:: Collected data ::

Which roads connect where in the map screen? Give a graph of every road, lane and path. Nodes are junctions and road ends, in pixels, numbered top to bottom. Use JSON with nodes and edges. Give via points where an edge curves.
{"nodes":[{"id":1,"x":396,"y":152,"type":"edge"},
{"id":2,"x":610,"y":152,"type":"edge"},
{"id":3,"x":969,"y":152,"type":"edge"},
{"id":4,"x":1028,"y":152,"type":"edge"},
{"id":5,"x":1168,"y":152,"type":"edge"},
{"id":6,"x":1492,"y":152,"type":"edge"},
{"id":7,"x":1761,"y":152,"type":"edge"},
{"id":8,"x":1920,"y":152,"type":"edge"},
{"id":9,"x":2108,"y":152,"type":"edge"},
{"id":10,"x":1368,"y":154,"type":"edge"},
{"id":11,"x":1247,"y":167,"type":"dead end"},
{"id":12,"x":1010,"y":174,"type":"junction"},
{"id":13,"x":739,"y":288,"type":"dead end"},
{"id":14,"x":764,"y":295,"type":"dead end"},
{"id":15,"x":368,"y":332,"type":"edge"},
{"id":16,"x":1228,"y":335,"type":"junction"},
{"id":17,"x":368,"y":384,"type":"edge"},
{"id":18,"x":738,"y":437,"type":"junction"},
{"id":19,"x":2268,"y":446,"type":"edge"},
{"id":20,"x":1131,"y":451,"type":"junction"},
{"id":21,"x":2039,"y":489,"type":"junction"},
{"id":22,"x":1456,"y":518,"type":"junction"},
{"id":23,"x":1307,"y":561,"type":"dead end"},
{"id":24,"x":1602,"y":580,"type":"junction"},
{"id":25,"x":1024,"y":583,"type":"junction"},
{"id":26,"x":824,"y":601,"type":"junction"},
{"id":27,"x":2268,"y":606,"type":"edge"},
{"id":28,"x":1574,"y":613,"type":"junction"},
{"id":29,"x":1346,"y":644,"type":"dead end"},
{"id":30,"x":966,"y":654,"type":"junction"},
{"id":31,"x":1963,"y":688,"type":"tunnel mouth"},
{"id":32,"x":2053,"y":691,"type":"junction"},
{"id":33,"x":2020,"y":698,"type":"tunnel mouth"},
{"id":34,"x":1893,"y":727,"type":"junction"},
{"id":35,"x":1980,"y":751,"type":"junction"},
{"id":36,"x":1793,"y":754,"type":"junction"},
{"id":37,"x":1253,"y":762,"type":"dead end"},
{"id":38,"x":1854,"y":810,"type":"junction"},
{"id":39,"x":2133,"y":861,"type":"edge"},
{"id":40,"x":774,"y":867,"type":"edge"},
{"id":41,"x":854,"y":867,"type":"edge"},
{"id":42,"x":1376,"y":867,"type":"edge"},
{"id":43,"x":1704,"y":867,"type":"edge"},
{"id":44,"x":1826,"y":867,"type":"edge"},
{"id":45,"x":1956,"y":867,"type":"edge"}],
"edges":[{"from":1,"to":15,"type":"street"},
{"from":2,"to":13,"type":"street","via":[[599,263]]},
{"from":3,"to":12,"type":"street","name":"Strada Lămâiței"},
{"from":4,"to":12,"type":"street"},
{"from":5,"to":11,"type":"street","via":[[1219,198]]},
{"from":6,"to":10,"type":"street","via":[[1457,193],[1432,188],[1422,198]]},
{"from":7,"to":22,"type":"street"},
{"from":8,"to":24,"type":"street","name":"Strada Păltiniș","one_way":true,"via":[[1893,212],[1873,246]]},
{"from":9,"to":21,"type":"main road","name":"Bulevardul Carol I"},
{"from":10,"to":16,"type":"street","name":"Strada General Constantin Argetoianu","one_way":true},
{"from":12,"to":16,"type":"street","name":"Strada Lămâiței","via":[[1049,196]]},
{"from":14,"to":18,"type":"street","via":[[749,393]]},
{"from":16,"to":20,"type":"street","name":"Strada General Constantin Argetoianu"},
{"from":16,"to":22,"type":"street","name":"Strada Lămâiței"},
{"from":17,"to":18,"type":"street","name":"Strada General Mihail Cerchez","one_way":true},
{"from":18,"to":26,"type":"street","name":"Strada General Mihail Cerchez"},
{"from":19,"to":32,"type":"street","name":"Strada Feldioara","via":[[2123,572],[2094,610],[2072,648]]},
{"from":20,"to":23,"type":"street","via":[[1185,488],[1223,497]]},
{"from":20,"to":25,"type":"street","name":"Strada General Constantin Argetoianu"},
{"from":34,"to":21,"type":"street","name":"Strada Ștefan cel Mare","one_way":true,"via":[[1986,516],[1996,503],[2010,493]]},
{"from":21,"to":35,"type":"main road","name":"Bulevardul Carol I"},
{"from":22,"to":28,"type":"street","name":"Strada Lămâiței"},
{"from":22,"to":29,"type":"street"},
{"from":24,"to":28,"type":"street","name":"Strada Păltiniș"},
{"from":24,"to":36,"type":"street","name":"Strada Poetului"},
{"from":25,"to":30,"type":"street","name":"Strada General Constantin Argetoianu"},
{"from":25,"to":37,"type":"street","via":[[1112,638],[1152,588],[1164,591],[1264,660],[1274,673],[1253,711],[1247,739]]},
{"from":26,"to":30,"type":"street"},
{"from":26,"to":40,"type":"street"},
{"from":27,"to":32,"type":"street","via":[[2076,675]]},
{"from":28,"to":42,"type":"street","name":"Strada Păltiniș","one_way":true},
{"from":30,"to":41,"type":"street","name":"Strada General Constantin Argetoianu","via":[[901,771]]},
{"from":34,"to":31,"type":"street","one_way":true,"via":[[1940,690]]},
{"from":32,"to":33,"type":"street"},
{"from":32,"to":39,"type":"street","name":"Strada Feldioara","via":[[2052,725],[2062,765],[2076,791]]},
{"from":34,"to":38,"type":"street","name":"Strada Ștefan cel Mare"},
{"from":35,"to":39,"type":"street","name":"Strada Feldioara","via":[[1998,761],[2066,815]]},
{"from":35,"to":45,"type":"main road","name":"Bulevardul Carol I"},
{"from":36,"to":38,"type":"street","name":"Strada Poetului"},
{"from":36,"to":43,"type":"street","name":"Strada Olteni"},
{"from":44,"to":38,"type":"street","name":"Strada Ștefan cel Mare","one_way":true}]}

:: TO DO ::
Find the lines above that contain the word "dead" and copy each one.

:: RESPONSE FOR THIS EXERCISE ::
{"id":11,"x":1247,"y":167,"type":"dead end"},
{"id":13,"x":739,"y":288,"type":"dead end"},
{"id":14,"x":764,"y":295,"type":"dead end"},
{"id":23,"x":1307,"y":561,"type":"dead end"},
{"id":29,"x":1346,"y":644,"type":"dead end"},
{"id":37,"x":1253,"y":762,"type":"dead end"},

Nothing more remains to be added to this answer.